Szef resortu stwierdził, że do finalizacji procesu potrzeba informacji, na ile warto zobowiązywać każdego rolnika – nawet z najmniejszym gospodarstwem – do rzetelnego prowadzenia „pełnej księgi rozrachunku”. Według ministra od uchwalenia ustawy o podatku dochodowym rolników potrzebny jest przynajmniej dodatkowy rok, aby „przeszkolić, przygotować i przekazać rolnikom te wiadomości”.

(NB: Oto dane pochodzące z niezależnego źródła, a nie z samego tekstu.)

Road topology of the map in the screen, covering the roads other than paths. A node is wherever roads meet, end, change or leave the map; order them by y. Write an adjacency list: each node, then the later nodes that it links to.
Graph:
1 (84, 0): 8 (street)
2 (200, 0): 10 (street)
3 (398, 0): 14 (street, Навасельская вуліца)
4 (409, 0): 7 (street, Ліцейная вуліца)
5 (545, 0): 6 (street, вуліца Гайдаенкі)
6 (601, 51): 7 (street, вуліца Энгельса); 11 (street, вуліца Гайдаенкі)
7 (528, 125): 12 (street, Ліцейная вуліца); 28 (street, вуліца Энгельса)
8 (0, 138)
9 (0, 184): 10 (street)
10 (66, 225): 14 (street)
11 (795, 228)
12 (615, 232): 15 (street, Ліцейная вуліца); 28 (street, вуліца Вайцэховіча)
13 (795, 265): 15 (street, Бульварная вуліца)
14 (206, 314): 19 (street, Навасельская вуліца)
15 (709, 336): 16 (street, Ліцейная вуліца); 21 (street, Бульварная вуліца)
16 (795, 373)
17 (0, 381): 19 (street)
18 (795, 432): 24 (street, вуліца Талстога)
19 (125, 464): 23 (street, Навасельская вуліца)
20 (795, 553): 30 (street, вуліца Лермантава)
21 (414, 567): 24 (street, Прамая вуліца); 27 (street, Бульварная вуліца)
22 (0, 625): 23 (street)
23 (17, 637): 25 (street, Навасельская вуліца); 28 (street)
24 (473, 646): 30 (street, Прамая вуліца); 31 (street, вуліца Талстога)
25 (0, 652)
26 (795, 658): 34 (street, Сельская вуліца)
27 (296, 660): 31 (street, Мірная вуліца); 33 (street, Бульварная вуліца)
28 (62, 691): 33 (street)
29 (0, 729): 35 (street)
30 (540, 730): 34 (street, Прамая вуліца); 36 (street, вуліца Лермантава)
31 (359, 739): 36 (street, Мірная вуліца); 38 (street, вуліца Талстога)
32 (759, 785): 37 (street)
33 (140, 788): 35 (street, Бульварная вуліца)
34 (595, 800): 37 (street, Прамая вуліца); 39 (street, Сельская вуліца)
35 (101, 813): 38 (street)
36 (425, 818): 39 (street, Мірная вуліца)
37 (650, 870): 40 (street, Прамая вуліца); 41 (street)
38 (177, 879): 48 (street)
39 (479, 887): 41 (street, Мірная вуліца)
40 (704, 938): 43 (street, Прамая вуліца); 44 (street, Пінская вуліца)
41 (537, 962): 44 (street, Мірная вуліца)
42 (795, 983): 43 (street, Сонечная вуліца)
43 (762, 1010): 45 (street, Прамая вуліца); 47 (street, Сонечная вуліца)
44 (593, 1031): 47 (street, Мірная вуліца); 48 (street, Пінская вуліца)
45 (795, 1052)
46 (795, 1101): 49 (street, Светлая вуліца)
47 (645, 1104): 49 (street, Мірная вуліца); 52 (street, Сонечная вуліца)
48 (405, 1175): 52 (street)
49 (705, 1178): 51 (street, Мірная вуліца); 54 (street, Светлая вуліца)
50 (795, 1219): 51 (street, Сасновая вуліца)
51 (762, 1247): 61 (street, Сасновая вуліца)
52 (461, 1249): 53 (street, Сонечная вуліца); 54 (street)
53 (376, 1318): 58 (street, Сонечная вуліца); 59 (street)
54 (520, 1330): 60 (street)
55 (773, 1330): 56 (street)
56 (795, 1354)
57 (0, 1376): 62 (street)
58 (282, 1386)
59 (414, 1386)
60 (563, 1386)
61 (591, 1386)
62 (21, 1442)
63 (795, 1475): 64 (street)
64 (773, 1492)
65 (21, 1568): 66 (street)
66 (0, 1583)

Omawiając plany swojego resortu, Stanisław Kalemba zapowiedział, że nie dojdzie do zapowiadanego przez poprzedniego ministra rolnictwa Marka Sawickiego połączenia Agencji Rynku Rolnego z Agencją Restrukturyzacji i Modernizacji Rolnictwa. Zdaniem Kalemby, koszty przewyższają korzyści fuzji. W planach ministra ma powstać Państwowa Inspekcja Bezpieczeństwa Żywności i Weterynarii. Będzie to efekt połączenia w jedną instytucję inspekcji: weterynaryjnej, nasiennictwa i ochrony roślin, jakości handlowej, artykułów rolno-spożywczych, oraz części Państwowej Inspekcji Sanitarnej. Zapowiedział także m.in. powołanie w resorcie rolnictwa specjalnego departamentu, który miałby odpowiadać za wsparcie odbudowy spółdzielczości na wsi. Kalemba ocenił, że we współpracy rolników i konsolidacji widać obecnie największe rezerwy i szanse dla sektora rolno-spożywczego na poprawę sytuacji finansowej rolników.